# Data records
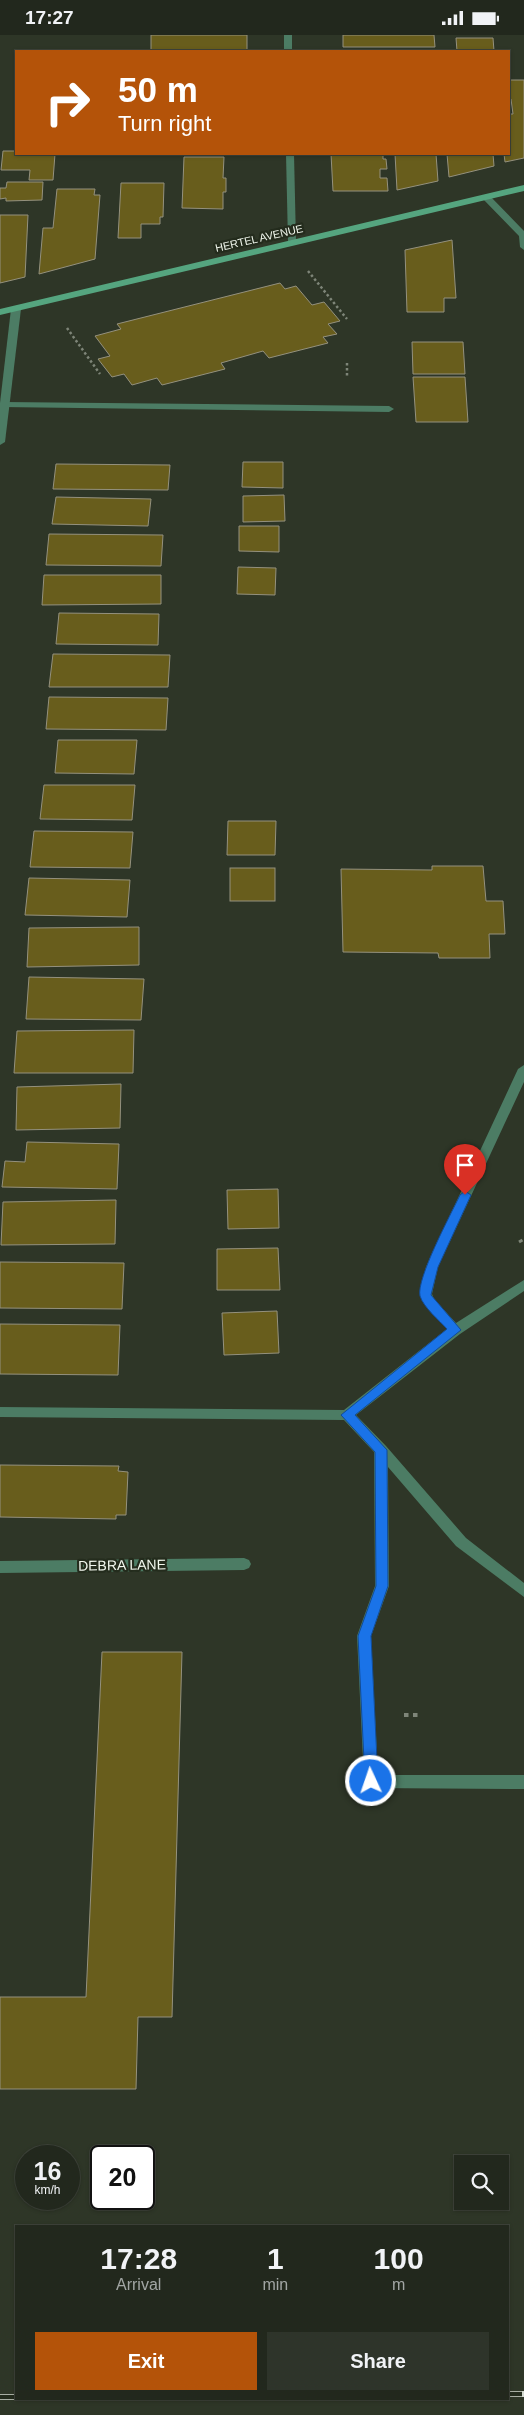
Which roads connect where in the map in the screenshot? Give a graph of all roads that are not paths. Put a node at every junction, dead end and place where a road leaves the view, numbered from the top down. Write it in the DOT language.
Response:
graph roads {
  1 [pos="288,35"];
  2 [pos="288,50"];
  3 [pos="290,155"];
  4 [pos="524,189"];
  5 [pos="486,197"];
  6 [pos="292,242"];
  7 [pos="524,247"];
  8 [pos="16,309"];
  9 [pos="0,312"];
  10 [pos="4,405"];
  11 [pos="389,409"];
  12 [pos="0,442"];
  13 [pos="524,1069"];
  14 [pos="524,1285"];
  15 [pos="455,1330"];
  16 [pos="0,1412"];
  17 [pos="347,1415"];
  18 [pos="381,1450"];
  19 [pos="244,1564"];
  20 [pos="0,1567"];
  21 [pos="524,1591"];
  22 [pos="524,1782"];
  1 -- 2 [label="street"];
  3 -- 6 [label="street"];
  4 -- 5 [label="street, HERTEL AVENUE"];
  5 -- 6 [label="street, HERTEL AVENUE"];
  5 -- 7 [label="street"];
  6 -- 8 [label="street, HERTEL AVENUE"];
  8 -- 9 [label="street, HERTEL AVENUE"];
  8 -- 10 [label="street"];
  10 -- 11 [label="street"];
  10 -- 12 [label="street"];
  13 -- 15 [label="street"];
  14 -- 15 [label="street"];
  15 -- 17 [label="street"];
  16 -- 17 [label="street"];
  17 -- 18 [label="street"];
  18 -- 21 [label="street"];
  18 -- 22 [label="street"];
  19 -- 20 [label="street, DEBRA LANE"];
}
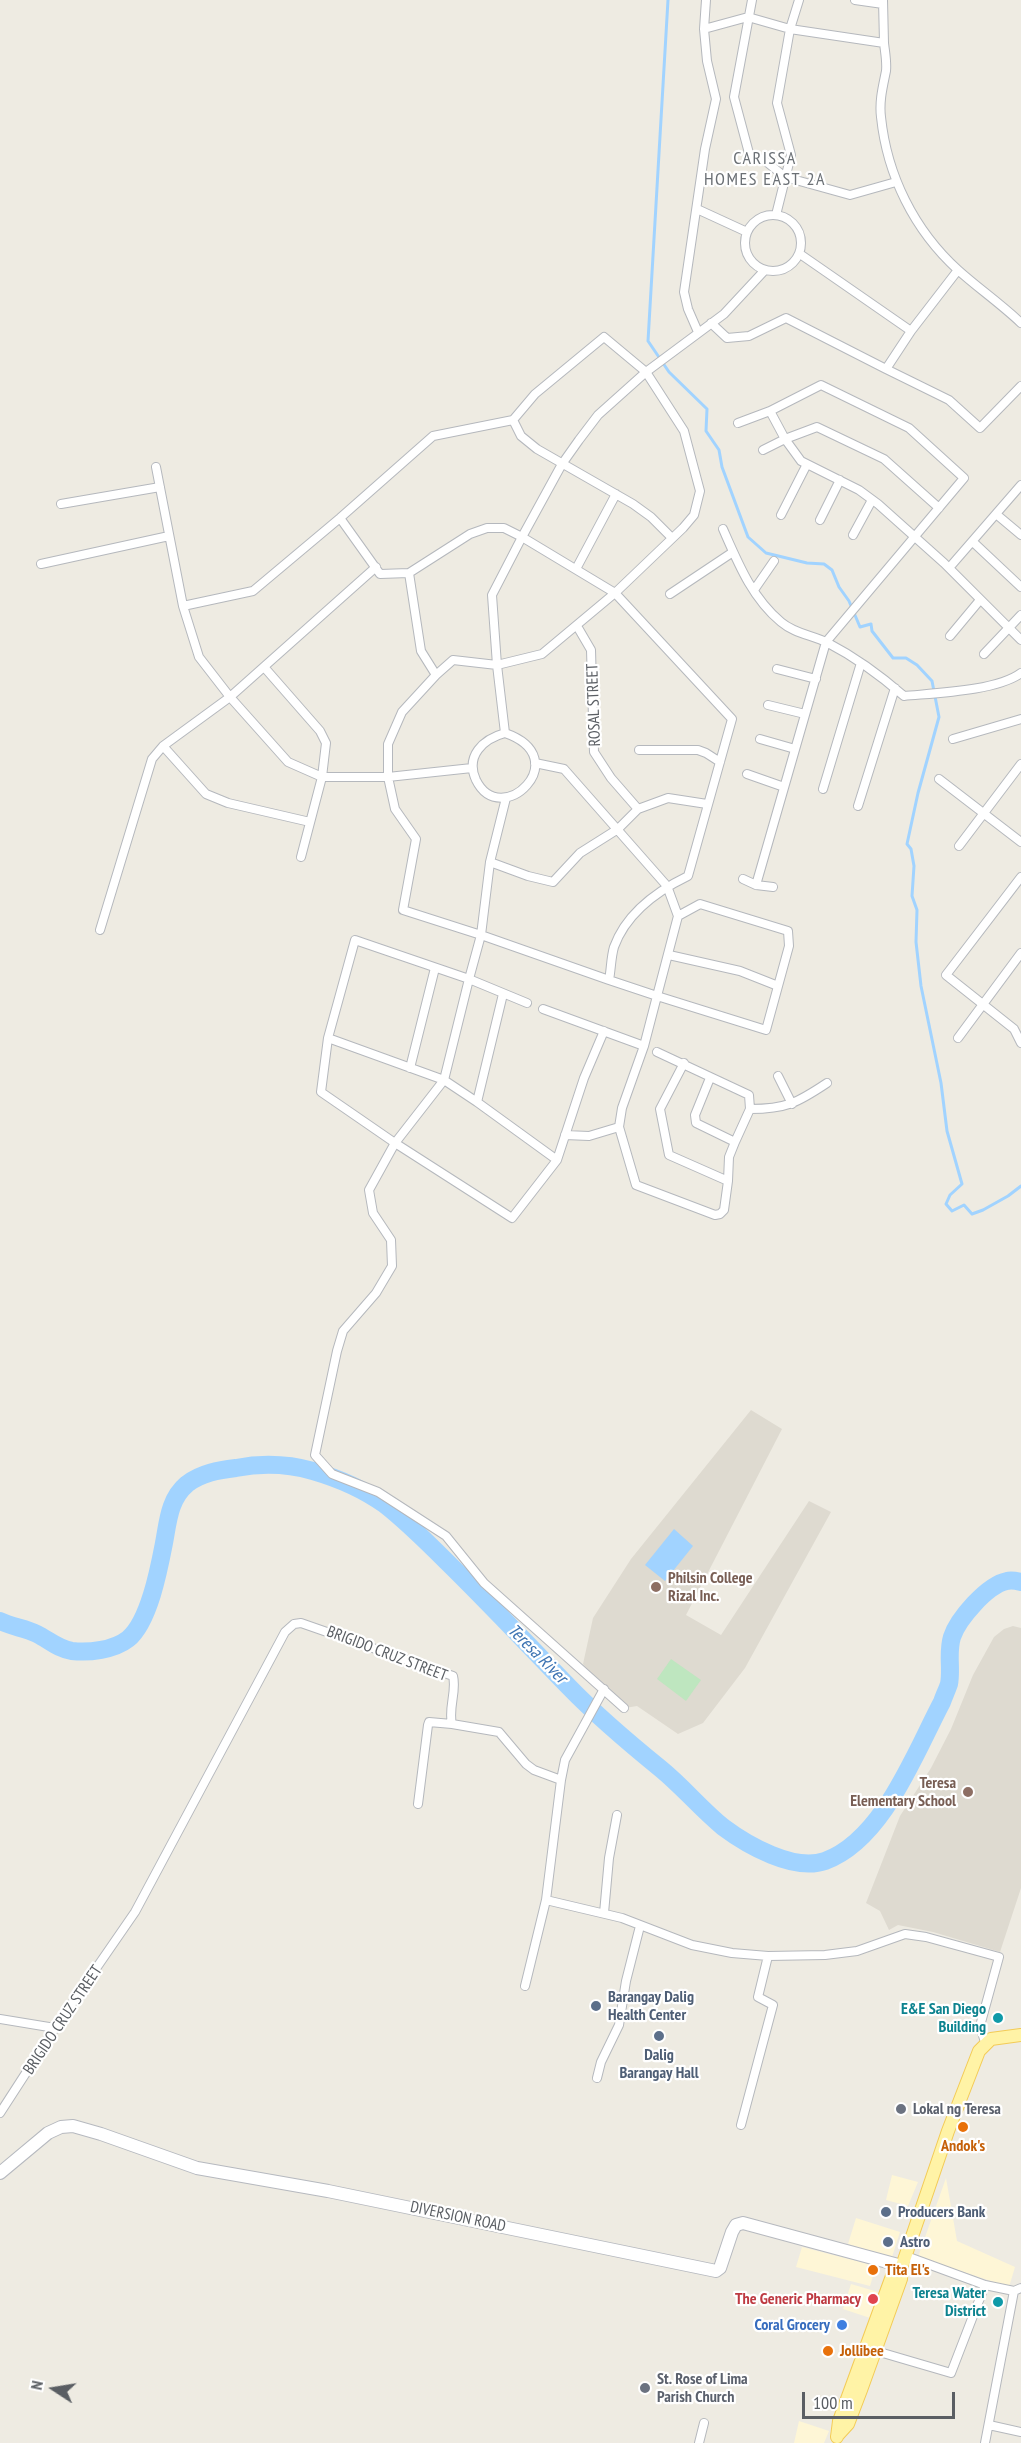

# Directions for this task
If pictures appear in the data, omit them and copy all other parts exactly.

# Written response
Which roads connect where in the map in the screenshot? Give a graph of all roads that are not paths. Put a node at every junction, dead end and place where a road leaves the view, numbered from the top down. Write it in the DOT language.
Response:
graph roads {
  1 [pos="288,35"];
  2 [pos="288,50"];
  3 [pos="290,155"];
  4 [pos="524,189"];
  5 [pos="486,197"];
  6 [pos="292,242"];
  7 [pos="524,247"];
  8 [pos="16,309"];
  9 [pos="0,312"];
  10 [pos="4,405"];
  11 [pos="389,409"];
  12 [pos="0,442"];
  13 [pos="524,1069"];
  14 [pos="524,1285"];
  15 [pos="455,1330"];
  16 [pos="0,1412"];
  17 [pos="347,1415"];
  18 [pos="381,1450"];
  19 [pos="244,1564"];
  20 [pos="0,1567"];
  21 [pos="524,1591"];
  22 [pos="524,1782"];
  1 -- 2 [label="street"];
  3 -- 6 [label="street"];
  4 -- 5 [label="street, HERTEL AVENUE"];
  5 -- 6 [label="street, HERTEL AVENUE"];
  5 -- 7 [label="street"];
  6 -- 8 [label="street, HERTEL AVENUE"];
  8 -- 9 [label="street, HERTEL AVENUE"];
  8 -- 10 [label="street"];
  10 -- 11 [label="street"];
  10 -- 12 [label="street"];
  13 -- 15 [label="street"];
  14 -- 15 [label="street"];
  15 -- 17 [label="street"];
  16 -- 17 [label="street"];
  17 -- 18 [label="street"];
  18 -- 21 [label="street"];
  18 -- 22 [label="street"];
  19 -- 20 [label="street, DEBRA LANE"];
}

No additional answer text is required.